The so-called "mommy bloggers" were another matter. Warner Bros., the studio that produces the show for CBS, identified 12 blogs about motherhood, a key theme in "Old Christine," and invited the writers to spend the day on the set. The bloggers got free DVDs, watched a rehearsal and made videos with Ms. Louis-Dreyfus and other cast members to post on their sites. "It was totally rad," says Yvonne Marie, the publisher of a Web log called Joy Unexpected.

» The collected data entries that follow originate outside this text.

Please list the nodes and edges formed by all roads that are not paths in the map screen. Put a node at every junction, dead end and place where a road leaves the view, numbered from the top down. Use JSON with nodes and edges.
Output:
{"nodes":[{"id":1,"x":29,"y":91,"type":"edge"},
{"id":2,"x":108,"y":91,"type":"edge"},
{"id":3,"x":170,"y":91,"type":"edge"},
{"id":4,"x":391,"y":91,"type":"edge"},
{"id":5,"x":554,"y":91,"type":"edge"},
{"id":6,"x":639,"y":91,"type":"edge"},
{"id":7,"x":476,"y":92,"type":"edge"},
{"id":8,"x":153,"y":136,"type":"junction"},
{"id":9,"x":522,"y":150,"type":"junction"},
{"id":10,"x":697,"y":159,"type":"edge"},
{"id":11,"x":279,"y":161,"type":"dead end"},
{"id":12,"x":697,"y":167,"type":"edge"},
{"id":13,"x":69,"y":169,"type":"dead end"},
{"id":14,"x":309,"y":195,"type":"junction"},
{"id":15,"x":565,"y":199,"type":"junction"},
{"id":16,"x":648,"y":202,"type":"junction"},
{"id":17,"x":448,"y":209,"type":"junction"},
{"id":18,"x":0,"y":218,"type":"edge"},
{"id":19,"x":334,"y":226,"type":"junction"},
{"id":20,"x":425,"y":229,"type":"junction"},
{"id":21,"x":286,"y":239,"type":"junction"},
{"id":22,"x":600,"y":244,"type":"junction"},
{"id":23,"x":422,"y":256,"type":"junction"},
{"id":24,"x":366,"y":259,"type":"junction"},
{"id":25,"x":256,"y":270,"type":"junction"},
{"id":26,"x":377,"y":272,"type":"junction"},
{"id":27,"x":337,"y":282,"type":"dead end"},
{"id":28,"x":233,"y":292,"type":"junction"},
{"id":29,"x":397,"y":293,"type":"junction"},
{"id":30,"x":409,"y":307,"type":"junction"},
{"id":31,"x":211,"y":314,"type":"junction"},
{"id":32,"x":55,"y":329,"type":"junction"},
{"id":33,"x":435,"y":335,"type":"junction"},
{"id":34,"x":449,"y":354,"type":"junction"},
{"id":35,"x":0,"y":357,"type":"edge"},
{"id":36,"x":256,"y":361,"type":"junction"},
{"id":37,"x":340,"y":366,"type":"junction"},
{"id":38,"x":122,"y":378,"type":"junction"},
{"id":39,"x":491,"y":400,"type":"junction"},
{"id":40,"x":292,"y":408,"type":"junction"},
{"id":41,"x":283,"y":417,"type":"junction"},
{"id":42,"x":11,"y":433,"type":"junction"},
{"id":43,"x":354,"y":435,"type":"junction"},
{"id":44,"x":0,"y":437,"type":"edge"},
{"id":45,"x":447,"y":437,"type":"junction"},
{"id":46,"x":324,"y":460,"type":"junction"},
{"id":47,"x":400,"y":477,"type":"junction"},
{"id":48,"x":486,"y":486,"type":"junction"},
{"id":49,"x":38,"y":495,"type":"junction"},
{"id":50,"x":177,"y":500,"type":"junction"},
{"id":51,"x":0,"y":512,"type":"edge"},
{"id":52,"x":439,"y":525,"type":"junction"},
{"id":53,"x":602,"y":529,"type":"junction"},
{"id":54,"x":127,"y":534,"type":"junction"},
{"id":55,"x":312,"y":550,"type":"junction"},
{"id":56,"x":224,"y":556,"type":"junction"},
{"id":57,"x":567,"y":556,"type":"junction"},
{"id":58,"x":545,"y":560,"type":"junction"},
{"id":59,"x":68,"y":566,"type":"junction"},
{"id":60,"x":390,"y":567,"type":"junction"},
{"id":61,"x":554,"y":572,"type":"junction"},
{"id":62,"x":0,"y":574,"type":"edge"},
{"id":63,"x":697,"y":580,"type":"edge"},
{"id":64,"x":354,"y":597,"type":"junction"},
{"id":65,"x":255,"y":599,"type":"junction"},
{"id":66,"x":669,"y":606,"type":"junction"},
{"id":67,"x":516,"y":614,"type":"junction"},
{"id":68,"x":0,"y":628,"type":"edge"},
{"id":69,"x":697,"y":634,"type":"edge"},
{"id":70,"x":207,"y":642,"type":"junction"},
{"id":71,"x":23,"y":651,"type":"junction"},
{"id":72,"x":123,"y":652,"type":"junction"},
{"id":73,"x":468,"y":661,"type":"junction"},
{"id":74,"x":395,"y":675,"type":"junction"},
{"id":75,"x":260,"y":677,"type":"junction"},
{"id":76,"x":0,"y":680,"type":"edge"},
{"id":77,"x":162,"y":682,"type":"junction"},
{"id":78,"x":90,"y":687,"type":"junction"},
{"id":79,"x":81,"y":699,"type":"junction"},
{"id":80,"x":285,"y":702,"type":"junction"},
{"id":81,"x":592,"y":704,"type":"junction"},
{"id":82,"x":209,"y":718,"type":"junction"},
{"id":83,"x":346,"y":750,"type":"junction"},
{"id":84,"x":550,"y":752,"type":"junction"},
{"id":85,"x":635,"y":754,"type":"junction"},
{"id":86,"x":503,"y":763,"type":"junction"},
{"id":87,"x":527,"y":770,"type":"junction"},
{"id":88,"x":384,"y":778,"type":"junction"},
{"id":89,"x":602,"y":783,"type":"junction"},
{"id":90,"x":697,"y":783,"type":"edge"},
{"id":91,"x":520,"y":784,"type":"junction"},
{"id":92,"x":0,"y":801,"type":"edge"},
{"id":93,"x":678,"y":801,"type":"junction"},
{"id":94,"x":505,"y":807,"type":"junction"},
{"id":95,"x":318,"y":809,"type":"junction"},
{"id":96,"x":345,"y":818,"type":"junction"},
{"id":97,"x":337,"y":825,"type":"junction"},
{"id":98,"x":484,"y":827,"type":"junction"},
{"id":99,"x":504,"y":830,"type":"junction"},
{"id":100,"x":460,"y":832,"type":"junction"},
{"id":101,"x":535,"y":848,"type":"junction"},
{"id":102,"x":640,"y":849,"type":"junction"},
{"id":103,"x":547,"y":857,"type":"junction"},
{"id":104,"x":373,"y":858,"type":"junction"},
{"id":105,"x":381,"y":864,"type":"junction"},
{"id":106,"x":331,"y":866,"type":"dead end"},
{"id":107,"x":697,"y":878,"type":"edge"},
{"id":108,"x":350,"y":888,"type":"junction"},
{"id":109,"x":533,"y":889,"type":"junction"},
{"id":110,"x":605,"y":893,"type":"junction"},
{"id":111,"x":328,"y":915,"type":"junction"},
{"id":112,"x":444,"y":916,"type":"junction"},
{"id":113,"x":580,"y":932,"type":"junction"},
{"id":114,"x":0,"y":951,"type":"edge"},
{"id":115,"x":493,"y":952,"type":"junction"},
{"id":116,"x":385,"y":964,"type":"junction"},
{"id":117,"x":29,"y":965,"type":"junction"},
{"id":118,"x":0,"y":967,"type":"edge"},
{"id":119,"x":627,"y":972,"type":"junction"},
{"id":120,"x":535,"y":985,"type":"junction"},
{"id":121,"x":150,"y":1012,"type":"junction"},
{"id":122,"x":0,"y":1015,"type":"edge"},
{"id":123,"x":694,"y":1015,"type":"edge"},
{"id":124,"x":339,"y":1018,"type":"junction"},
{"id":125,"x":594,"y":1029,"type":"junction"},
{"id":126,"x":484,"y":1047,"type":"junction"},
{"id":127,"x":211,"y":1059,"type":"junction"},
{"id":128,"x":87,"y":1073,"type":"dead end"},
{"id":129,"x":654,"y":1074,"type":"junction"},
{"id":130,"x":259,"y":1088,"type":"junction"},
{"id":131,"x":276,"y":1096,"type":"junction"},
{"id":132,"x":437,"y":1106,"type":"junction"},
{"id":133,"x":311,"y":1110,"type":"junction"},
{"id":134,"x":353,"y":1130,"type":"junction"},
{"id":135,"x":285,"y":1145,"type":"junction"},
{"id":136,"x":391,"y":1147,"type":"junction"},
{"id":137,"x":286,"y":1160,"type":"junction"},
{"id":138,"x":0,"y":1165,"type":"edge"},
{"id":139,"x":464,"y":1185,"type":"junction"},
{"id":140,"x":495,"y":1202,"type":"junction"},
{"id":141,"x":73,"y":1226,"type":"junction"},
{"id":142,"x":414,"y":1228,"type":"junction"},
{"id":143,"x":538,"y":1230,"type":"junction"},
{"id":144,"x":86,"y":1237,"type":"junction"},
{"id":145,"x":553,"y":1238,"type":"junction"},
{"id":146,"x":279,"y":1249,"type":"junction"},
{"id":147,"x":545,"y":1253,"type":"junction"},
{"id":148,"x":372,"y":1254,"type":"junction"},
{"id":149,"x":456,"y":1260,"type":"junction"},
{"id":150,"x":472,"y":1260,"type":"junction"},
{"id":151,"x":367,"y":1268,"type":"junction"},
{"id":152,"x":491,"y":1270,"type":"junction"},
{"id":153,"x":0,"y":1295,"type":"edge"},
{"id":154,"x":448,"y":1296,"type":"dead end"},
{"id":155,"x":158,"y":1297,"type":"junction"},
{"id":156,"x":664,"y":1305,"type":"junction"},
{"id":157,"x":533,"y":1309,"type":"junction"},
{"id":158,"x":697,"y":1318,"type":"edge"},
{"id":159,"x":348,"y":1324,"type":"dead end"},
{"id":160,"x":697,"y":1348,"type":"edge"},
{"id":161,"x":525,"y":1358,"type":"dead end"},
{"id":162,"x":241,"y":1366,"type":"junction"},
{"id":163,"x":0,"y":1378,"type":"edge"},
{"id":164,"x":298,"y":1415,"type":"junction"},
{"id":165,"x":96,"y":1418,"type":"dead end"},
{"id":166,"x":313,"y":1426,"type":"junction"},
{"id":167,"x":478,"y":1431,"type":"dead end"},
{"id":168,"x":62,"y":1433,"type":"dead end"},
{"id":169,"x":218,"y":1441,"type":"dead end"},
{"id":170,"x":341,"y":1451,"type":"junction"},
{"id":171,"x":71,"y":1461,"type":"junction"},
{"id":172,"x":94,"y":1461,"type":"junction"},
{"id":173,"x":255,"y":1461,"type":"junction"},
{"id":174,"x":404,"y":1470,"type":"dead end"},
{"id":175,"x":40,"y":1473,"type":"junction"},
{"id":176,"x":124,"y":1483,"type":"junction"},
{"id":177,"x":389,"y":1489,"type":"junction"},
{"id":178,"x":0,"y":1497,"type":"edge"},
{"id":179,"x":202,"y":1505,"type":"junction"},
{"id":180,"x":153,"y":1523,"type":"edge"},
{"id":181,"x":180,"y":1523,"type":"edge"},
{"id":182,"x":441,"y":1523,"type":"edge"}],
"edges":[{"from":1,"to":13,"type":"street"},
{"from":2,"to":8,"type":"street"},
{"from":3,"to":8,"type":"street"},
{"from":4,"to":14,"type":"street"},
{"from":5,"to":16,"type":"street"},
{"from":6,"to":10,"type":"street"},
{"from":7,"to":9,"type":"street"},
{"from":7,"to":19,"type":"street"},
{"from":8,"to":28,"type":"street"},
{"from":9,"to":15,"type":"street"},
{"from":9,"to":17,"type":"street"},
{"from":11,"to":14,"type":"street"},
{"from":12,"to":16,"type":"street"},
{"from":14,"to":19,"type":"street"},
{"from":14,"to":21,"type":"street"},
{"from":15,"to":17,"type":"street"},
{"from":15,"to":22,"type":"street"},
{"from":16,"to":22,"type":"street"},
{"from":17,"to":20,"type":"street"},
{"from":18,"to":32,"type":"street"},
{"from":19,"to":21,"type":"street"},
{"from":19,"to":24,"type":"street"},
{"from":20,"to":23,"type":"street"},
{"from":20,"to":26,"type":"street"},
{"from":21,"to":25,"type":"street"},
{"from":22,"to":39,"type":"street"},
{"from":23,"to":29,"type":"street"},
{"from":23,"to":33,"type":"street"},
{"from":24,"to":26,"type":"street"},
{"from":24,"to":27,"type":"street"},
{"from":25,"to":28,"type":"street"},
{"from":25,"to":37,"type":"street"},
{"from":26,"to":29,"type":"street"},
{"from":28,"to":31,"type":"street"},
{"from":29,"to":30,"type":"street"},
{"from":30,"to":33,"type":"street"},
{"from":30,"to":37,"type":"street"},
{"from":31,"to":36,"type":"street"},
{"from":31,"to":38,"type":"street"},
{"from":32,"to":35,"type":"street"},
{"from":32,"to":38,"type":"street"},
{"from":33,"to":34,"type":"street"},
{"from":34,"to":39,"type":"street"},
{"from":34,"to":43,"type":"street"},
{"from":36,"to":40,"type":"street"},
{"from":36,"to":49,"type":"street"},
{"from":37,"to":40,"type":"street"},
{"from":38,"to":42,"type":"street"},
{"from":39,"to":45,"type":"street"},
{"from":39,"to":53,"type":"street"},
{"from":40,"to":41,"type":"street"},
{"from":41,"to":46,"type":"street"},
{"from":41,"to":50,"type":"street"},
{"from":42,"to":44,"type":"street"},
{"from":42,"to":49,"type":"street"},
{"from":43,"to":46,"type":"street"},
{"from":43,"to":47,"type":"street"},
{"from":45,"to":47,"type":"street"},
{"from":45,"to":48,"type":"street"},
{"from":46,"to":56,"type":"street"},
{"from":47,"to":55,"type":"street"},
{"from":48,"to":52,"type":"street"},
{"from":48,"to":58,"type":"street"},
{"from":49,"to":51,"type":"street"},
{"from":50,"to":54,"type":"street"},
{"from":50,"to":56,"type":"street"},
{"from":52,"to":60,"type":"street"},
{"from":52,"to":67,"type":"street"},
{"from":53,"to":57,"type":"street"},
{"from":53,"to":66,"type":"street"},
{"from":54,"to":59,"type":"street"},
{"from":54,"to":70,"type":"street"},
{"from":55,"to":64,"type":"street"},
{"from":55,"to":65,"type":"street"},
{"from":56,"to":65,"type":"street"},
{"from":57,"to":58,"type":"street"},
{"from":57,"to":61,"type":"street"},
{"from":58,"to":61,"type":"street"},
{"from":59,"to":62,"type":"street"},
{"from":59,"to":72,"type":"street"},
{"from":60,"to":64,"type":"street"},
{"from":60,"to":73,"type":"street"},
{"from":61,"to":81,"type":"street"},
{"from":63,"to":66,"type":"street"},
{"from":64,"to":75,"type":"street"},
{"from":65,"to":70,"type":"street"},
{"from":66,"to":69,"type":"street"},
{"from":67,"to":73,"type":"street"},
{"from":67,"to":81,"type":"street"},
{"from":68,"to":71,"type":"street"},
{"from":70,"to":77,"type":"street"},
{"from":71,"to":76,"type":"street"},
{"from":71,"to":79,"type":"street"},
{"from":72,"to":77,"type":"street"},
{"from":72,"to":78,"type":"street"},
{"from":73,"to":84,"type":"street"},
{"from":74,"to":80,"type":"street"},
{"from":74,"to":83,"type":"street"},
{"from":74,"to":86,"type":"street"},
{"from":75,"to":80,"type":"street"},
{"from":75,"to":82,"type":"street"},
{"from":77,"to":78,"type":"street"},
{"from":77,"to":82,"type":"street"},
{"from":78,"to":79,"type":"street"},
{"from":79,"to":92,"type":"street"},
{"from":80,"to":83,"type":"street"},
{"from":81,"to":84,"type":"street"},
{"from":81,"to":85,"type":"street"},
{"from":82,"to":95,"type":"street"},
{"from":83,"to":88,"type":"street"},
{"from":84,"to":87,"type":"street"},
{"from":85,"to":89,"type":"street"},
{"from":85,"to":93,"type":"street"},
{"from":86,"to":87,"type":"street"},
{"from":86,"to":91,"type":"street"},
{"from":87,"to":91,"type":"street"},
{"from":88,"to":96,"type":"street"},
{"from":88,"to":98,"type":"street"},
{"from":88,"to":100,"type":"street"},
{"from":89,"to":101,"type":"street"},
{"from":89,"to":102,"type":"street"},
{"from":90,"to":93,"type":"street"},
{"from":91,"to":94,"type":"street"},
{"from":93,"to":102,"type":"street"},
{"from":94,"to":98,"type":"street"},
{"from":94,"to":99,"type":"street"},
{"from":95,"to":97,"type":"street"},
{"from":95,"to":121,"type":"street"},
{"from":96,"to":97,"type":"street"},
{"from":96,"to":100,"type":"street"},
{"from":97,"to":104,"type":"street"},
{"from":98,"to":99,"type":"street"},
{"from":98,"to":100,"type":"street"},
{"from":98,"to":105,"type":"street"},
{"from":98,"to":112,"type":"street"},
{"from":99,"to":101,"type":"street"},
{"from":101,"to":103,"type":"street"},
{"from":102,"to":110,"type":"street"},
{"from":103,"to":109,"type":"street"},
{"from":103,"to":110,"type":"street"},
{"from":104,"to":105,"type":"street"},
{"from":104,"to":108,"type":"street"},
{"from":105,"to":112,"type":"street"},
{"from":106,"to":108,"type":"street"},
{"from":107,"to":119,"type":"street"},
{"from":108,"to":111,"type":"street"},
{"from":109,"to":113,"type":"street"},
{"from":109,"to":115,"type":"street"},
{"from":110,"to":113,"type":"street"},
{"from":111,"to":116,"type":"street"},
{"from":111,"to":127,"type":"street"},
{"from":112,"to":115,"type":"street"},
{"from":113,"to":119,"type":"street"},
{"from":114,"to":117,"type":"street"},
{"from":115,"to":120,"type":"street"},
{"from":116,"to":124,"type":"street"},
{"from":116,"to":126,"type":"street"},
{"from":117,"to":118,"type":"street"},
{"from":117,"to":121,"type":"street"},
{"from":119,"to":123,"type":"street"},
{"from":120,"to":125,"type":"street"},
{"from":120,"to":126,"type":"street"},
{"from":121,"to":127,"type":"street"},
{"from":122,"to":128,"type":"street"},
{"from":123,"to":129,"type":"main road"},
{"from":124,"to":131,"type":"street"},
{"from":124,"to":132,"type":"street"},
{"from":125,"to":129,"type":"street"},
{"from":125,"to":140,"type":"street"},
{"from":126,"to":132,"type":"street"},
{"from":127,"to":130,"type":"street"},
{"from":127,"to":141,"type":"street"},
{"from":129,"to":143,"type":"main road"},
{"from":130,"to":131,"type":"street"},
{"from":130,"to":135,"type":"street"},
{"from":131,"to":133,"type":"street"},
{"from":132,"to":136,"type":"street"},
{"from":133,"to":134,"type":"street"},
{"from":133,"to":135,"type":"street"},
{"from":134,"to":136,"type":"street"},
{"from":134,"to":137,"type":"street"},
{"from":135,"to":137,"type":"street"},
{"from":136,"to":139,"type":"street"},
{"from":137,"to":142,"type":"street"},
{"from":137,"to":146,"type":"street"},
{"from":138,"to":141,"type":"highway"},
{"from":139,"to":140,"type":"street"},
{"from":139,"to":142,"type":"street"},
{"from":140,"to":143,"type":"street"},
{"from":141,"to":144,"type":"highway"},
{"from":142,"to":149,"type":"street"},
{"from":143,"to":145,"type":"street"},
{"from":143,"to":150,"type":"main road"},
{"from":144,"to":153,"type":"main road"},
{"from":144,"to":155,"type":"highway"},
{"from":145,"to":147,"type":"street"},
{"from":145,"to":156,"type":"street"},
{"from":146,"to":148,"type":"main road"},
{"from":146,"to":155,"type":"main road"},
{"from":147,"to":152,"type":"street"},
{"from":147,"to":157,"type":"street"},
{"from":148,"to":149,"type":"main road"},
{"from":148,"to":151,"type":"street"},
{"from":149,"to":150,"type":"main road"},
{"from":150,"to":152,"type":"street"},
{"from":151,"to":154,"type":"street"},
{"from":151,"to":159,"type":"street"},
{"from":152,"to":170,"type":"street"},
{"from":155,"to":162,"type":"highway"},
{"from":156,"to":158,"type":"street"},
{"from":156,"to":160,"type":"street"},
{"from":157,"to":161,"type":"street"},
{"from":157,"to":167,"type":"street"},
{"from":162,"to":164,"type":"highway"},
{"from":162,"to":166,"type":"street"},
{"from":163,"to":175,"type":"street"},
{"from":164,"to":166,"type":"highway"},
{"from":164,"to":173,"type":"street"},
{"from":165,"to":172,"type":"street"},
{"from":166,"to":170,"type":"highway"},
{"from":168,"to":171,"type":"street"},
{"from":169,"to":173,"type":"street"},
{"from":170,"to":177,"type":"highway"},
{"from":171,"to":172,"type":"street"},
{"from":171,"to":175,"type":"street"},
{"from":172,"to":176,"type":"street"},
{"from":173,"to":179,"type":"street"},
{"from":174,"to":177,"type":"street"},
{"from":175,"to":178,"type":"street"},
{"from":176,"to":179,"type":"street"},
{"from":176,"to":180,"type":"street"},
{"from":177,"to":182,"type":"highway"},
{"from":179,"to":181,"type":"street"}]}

Who says you can't buy love? Trying to tap into the burgeoning power of blogs as promotional tools and fed up with the jaded attitudes of professional critics and TV feature writers, studios and networks are flooding bloggers with free stuff in hopes the flattered recipients will reward them with positive coverage. Flowing into the trough is everything from fancy gym bags and toasters to video iPods and free trips. Some networks -- in the spotlight this week as they unveil their fall schedules to advertisers -- have even borrowed a term from the technology industry to describe the strategy: blogola.
I like the sound of that.
Until the 1980s, when news outlets started devoting more space to business coverage and reporters began peering more intently behind Hollywood's curtain, many mainstream writers were showered with gifts. The result was usually fawning coverage. Networks would like nothing more than to re-create that system with blogs.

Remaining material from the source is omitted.